Qiagen is adopting a two-pronged informatics marketing strategy that will involve offering software from both companies for use with any next-generation sequencers currently available on the market, as well as marketing a specialized analysis workflow tailored to its GeneReader benchtop NGS sequencer, currently in late-stage development.
"That's a very important part of our strategy," Bettina Haedrich, Qiagen's director of business development, told BioInform. "On the one hand we want to provide tools [that] are platform-agnostic [and] can be used with all different sequencers and … on the other hand [we want to] optimize the workflow for GeneReader instrument and [our] assays."
Qiagen believes that informatics will be a profitable venture for the company. Ingenuity's products, for instance, have been licensed recently by the Icahn Institute for Genomics and Multiscale Biology at Mount Sinai School of Medicine and the Center for Applied Genomics at the Children's Hospital of Philadelphia (BI 10/25/2013), Haedrich said.
The company also recently launched the Empowered Genome Community, to provide individuals who've had their genomes sequenced with a secure collaborative environment within which to share data with one another and interpret it using the Ingenuity Variant Analysis software (BI 10/18/2013).
She noted that while a large swathe of the company's target customer base relies on open-source tools, there is "strong growth in the commercial bioinformatics market,” particularly from customers who don't have in-house informatics expertise and are in the market for standardized off-the-shelf solutions that are easy to use.
"Platforms like CLC Bio and Ingenuity enable biologists to do the data analysis. … It’s extremely easy to take the data and generate the information you need to identify and interpret mutations in the genome," she said.
Schatz also said during the call that Qiagen is talking with German software development firm SAP about using its Hana analytics platform for the analysis workflows it's developing. Qiagen and SAP inked a deal last year to work jointly on tools that would rely on Hana's technology to align genomic sequences and to identify mutations based on reference data.
Hana is an implementation of SAP's in-memory database technology, which stores and processes data in the computer's main memory. The platform has four components: the in-memory database management system; a suite of tools for modeling; an appliance version of the database management system; and a cloud-based infrastructure that can be used to deliver applications (BI 7/6/2012).
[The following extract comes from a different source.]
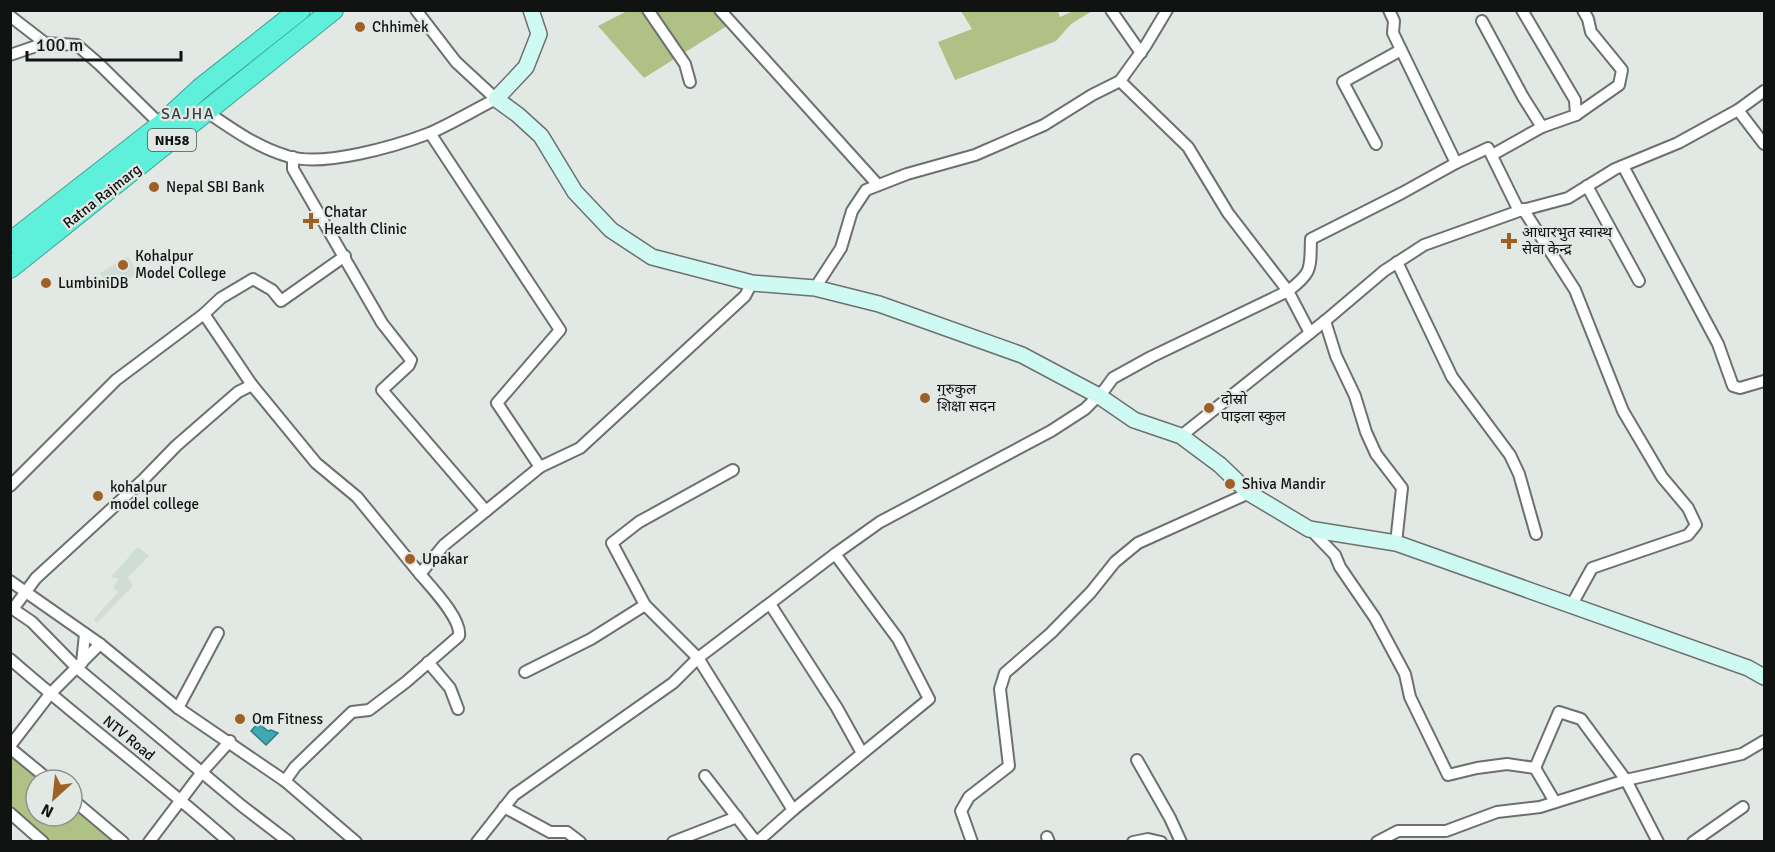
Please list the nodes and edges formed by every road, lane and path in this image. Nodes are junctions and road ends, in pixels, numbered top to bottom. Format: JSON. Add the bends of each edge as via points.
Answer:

Responding to an analyst's question during the call about the SAP partnership, Schatz said that the firms were "accelerating these discussions,” which had been placed on hold until the CLC Bio acquisition went through "to see how we can use that new technology for our analysis solutions."
CLC bio was founded in 2005. Its solutions, which include the CLC Genomics Workbench and CLC Genomics Server, have been used in academia and industry in places such as the Flanders Institute for Biotechnology (BI 2/10/2012) and Sapphire Energy (BI 12/16/2011). Last year, the company was tapped to provide bioinformatics capabilities for 4DcellFate, a European Union-funded project to study the mechanisms involved in stem cell differentiation (BI 2/17/2012). It's also forged partnerships with hardware vendors such as IBM (BI 4/12/2013) and Convey Computer (BI 4/20/2012).
Finally, last year, CLC Bio dipped its toe into the drug discovery market by acquiring Molegro, a privately-held developer of molecular modeling software also based in Aarhus (BI 9/7/2012).
Qiagen does not expect CLC Bio to have a material financial impact on its results for 2013. Earlier this year, CLC Bio reported that it saw a 30 percent rise in software sales in 2012 compared to 2011 (BI 2/15/2013). According to Qiagen, the company's revenues were between $8 million to 10 million in 2013 . Regarding Ingenuity, Qiagen expects to report adjusted net sales in 2013 of approximately $15 million from Ingenuity. This figure accounts only for the remainder of 2013 after the company's acquisition on April 29.